§ **Task statement**
Collect all lines from the records below that include the word "KURT".

§ **Saved entries**
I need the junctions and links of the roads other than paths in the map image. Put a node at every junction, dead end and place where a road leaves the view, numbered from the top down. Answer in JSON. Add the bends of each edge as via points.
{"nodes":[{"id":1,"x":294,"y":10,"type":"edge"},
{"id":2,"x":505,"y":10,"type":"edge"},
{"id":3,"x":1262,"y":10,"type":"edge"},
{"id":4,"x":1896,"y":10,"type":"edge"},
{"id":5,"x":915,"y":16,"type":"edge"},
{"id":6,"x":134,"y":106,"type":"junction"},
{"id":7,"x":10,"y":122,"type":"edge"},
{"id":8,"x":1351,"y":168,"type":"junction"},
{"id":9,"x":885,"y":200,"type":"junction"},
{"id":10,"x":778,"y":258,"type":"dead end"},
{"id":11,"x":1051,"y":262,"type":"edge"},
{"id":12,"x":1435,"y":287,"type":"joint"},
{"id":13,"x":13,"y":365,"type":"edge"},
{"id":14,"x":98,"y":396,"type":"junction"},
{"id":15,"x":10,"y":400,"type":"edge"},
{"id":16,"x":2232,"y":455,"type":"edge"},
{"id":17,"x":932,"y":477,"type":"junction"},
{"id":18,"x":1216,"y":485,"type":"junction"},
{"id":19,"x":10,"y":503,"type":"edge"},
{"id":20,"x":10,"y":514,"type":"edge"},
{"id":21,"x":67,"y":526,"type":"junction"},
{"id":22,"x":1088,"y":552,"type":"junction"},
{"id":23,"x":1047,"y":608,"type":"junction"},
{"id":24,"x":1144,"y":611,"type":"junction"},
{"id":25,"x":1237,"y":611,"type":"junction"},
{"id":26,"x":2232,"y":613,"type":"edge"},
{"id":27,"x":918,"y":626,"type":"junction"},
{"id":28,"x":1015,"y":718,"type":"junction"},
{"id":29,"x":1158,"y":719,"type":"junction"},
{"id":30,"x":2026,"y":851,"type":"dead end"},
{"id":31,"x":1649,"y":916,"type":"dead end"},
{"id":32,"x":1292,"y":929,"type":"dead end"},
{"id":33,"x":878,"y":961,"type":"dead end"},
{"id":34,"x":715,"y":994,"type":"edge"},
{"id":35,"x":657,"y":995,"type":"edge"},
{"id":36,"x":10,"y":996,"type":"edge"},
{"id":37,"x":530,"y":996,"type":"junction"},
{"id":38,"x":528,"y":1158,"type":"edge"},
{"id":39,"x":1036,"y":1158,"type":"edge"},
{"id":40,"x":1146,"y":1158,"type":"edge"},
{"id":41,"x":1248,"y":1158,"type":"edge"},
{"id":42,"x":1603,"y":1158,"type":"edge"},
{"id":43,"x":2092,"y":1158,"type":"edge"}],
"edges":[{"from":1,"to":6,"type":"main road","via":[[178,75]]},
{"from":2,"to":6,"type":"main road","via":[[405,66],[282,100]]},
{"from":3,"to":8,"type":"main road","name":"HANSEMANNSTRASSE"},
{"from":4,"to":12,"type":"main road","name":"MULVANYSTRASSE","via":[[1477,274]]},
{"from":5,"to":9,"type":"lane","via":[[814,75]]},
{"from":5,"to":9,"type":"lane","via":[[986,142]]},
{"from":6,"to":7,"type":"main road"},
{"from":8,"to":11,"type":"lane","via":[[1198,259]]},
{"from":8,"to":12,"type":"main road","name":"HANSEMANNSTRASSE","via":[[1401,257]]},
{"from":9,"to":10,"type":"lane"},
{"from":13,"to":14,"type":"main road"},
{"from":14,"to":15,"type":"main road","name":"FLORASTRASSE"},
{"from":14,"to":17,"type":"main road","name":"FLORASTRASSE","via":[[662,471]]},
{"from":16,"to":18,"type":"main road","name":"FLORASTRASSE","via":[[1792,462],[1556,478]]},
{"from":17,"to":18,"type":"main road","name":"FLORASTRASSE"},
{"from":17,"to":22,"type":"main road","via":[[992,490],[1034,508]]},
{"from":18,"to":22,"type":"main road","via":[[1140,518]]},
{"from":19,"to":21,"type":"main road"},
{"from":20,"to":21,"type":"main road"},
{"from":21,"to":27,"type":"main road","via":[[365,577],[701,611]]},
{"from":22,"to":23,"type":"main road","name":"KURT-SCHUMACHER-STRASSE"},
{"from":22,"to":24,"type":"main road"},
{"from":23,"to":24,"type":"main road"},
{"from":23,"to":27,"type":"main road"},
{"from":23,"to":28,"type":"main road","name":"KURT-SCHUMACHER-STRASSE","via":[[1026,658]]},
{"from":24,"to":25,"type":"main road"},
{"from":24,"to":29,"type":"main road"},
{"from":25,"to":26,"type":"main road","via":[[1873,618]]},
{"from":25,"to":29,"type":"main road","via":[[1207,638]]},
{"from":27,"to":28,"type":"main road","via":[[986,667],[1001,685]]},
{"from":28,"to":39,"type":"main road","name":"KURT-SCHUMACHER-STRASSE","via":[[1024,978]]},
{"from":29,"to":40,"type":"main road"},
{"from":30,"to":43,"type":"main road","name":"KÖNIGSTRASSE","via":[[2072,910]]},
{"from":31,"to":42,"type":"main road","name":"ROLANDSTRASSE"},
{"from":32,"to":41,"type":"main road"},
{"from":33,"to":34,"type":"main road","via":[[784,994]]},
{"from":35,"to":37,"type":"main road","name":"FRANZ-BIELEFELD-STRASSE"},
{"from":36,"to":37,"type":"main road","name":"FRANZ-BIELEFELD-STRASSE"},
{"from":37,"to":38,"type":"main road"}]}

§ **Your solution**
{"from":22,"to":23,"type":"main road","name":"KURT-SCHUMACHER-STRASSE"},
{"from":23,"to":28,"type":"main road","name":"KURT-SCHUMACHER-STRASSE","via":[[1026,658]]},
{"from":28,"to":39,"type":"main road","name":"KURT-SCHUMACHER-STRASSE","via":[[1024,978]]},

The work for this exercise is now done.